An Amdahl 4705 could have four Type 4 channel adapters (Type 1 channel adapters were not offered).

Type 2 and Type 3 Channel Adapters were designed for NCP use only. Only one device address was recognized. Data transfer was via cycle steal which made the overhead low if large buffers were used. The hardware accepted seven channel commands of which four were completely processed by the adapter. This left a read and two write commands for the software to process. These adapters could be connected to any of the three System/370 channel types but a block multiplexor channel was preferred. The Type 3 Adapter could be simultaneously operational (but not in mid-command) on two different channels which might be connected to different hosts.

An Amdahl 4705 could have Type 2 channel adapters as well as Type 4 channel adapters (up to a total of four channel adapters). Amdahl's 4705 Type 2 channel adapter also simulated a Type 3 channel adapter.

==Related machines ==
The Amdahl 4705 was compatible with and ran about 2.5 times as fast as a comparable 3705-II. The IBM 3704 was an entry-level version of the 3705. It was restricted to 26 half duplex lines (assuming Type 2 Scanner). DMA devices were not supported on the 3704. Performance was about the same as a 3705-I. A 4704 (a 3704-compatible device) was planned, but was never introduced.

The Amdahl 4745 was completely and in every respect a logical superset, or a physical subset of the IBM 3745. Whereas the IBM 3745 offered one or two physical processors, and one or two physical buses, both apparently for redundancy, the Amdahl offered one very highly reliable physical processor and one very highly reliable physical bus (but two logical buses), with no apparent need for redundancy.
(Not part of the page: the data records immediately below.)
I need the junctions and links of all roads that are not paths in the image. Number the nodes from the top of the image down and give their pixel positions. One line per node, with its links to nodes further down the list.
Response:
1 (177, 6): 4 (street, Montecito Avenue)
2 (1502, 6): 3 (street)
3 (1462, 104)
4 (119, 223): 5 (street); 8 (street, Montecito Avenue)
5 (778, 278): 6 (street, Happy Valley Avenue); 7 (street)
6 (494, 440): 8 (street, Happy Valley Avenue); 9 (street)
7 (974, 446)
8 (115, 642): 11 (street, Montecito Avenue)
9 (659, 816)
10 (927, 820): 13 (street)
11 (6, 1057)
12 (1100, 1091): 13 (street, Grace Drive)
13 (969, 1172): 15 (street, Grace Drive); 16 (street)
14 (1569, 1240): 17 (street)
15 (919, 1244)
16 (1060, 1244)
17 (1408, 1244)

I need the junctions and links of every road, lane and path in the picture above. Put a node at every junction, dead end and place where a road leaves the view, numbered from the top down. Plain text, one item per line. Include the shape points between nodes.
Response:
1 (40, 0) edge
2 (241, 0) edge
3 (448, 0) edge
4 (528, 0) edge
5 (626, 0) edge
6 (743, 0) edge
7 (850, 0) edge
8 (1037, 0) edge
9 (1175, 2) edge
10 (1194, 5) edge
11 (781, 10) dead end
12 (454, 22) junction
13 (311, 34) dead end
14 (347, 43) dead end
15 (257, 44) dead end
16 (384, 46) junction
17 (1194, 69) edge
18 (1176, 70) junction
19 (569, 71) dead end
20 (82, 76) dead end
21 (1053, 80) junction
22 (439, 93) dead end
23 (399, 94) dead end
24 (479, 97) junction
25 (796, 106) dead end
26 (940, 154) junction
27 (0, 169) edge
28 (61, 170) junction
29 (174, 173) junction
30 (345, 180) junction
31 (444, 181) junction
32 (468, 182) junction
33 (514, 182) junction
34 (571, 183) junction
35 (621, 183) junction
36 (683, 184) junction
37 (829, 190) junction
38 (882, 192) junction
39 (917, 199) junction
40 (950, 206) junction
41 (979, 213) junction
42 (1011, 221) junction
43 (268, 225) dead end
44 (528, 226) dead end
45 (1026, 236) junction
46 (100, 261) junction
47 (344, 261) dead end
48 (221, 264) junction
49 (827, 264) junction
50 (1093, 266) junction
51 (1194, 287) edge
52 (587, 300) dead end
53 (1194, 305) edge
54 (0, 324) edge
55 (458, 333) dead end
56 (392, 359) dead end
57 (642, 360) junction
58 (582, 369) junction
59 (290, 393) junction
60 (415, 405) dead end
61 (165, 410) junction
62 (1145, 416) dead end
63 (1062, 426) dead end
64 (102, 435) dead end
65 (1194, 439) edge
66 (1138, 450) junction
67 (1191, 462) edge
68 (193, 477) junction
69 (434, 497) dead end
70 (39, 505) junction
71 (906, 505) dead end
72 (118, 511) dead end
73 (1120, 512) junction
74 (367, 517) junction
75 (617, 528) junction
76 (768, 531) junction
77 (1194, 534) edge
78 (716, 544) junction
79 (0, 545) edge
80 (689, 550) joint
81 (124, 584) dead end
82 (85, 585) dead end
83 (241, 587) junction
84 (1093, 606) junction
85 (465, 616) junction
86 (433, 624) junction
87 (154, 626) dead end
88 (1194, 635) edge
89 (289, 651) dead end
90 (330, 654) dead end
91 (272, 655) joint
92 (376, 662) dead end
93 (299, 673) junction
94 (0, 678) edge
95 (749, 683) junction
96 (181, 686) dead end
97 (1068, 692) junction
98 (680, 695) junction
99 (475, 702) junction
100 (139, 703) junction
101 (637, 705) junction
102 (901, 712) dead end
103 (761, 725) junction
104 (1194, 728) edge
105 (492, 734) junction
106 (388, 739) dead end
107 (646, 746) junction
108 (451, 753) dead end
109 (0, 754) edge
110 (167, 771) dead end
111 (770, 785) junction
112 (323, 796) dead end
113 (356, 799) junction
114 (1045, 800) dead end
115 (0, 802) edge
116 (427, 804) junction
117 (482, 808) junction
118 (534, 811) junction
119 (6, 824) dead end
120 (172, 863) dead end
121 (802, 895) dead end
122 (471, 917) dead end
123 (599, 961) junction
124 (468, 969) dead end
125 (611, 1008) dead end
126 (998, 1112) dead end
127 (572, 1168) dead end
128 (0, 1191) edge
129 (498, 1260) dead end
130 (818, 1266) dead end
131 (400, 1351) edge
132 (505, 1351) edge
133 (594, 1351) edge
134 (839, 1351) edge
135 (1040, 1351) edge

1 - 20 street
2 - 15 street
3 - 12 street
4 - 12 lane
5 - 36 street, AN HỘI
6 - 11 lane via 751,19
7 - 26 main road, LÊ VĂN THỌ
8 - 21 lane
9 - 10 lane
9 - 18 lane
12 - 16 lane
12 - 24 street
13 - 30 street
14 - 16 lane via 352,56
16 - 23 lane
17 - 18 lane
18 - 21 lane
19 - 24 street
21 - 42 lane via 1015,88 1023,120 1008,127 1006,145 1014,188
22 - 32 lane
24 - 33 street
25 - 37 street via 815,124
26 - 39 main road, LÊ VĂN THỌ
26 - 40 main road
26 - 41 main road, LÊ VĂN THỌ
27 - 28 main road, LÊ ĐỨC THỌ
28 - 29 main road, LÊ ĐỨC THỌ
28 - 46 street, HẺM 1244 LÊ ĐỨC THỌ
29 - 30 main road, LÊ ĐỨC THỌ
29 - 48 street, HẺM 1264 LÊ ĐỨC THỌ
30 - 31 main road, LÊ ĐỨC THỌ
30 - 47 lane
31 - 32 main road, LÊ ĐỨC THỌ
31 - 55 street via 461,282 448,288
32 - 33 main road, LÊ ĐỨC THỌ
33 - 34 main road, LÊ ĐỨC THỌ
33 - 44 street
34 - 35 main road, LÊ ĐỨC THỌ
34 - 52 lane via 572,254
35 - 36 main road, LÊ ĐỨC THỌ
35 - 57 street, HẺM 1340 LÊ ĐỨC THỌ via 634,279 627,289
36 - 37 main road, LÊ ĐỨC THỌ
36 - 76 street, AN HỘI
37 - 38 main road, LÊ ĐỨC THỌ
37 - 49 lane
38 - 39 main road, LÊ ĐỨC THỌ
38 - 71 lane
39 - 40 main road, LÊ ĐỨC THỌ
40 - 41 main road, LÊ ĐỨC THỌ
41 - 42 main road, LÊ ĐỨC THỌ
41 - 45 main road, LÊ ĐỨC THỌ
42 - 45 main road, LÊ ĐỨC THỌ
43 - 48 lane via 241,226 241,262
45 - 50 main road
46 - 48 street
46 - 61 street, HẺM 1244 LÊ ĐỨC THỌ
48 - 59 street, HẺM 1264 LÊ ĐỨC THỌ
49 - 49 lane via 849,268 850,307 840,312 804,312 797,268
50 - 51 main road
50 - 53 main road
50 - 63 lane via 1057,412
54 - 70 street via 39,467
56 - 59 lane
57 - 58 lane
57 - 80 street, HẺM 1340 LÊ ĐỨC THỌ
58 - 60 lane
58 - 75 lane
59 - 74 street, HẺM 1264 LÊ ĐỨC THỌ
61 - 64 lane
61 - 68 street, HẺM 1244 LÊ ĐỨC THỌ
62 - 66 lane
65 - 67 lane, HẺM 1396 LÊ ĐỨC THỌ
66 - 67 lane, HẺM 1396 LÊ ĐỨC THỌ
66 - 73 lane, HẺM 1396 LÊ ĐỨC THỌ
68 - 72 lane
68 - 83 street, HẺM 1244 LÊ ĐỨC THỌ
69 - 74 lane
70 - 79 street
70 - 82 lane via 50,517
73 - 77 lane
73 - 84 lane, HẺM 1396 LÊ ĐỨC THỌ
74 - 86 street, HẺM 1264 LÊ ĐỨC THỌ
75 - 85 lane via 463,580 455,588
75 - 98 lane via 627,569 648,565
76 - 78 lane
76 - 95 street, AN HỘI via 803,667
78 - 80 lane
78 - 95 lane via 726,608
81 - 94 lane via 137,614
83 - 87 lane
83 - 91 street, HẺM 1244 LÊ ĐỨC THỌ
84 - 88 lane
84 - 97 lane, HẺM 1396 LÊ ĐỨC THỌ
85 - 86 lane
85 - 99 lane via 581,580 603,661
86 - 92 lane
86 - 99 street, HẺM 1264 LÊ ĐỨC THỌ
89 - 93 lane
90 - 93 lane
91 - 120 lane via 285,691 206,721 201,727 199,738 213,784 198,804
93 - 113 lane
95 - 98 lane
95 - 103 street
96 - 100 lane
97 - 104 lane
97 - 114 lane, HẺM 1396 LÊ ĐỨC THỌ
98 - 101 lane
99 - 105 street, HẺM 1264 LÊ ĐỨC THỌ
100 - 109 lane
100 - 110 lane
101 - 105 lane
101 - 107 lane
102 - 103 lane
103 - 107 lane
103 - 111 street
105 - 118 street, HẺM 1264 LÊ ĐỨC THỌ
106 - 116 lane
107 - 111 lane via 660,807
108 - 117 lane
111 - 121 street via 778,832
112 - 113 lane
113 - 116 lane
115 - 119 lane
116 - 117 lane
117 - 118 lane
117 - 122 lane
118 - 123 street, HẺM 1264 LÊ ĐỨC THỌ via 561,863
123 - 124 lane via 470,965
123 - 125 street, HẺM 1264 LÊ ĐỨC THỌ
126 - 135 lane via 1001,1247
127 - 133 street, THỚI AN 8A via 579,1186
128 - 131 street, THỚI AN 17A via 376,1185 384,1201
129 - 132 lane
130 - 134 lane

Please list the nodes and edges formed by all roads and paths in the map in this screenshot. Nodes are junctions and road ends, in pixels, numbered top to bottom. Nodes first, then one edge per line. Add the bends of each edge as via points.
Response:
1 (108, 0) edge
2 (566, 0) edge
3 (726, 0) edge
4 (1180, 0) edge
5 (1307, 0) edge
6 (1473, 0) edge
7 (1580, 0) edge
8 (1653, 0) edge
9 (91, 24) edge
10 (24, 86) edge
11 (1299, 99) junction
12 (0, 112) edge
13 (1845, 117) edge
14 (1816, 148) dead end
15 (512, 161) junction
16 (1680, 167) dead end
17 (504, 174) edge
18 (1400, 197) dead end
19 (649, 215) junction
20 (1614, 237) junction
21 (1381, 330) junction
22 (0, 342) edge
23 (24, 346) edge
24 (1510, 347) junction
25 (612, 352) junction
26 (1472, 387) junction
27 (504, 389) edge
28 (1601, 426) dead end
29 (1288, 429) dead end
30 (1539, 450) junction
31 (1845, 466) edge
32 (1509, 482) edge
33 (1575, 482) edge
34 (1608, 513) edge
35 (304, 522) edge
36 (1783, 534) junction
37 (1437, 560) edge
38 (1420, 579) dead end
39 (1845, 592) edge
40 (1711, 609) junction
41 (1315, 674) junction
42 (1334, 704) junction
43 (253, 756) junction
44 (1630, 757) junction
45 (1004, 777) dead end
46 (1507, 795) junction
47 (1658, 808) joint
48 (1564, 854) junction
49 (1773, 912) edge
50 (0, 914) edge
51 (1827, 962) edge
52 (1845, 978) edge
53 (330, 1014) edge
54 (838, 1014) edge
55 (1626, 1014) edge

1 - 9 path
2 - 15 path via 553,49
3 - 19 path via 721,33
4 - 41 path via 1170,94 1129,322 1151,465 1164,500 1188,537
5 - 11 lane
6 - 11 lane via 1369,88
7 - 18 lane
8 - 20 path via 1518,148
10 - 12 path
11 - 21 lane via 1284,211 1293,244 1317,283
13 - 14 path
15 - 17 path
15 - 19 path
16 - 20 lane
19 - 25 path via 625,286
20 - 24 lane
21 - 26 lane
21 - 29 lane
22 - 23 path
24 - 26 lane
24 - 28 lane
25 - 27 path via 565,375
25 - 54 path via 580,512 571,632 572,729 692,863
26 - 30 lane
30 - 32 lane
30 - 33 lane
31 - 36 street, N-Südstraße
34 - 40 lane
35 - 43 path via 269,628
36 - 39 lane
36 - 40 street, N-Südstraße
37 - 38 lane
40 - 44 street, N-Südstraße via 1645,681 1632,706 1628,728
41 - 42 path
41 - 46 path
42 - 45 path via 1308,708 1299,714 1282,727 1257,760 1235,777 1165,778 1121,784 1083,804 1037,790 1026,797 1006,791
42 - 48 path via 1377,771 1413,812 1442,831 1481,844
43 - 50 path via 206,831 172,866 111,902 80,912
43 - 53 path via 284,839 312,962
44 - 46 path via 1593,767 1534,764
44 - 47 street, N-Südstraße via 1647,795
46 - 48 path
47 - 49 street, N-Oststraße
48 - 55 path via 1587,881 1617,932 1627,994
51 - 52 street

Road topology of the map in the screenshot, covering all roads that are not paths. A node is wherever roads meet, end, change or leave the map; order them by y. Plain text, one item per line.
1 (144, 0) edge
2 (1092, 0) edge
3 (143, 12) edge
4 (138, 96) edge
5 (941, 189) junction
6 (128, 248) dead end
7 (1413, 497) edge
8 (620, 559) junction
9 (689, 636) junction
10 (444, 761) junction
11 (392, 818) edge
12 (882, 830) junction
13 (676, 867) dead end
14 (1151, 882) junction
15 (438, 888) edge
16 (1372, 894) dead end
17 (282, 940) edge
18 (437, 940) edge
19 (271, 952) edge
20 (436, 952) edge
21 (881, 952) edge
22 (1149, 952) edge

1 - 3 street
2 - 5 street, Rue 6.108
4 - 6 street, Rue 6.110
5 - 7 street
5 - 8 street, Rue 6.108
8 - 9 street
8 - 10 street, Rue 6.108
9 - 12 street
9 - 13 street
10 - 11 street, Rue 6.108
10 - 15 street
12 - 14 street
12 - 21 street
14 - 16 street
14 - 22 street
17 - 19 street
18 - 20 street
Whereas the IBM 3745 offered two buses, the Amdahl 4745 offered a single bus which throughput capacity exceeded the aggregate throughput capacity of the two buses of the IBM 3745.

The design of the Amdahl 4745 was such that the control program (NCP) could not tell whether it was operating in an IBM 3745 or in an Amdahl 4745 (or, for that matter, in an IBM 3725 or in an Amdahl 4725). Amdahl's logical and physical simulation of the IBM 3745 (IBM 3725) was that complete.

Later, a very high-speed scanner was offered with the Amdahl 4745 (and also with the Amdahl 4725, for which IBM had no such corresponding 3725 offering) which offered increased redundancy over the IBM 3745 very high-speed scanner (1.544 Mbit/s, T1, or 2.048 Mbit/s, E1) by having the line switchable to a backup 4725/4745 under operator console control.

==Demise==
The 3705 was eventually replaced by the 3720 and 3725. The 3745 was similar but not entirely compatible. The 3705 was withdrawn from marketing in December 1985. Hardware maintenance service was withdrawn in January 1999.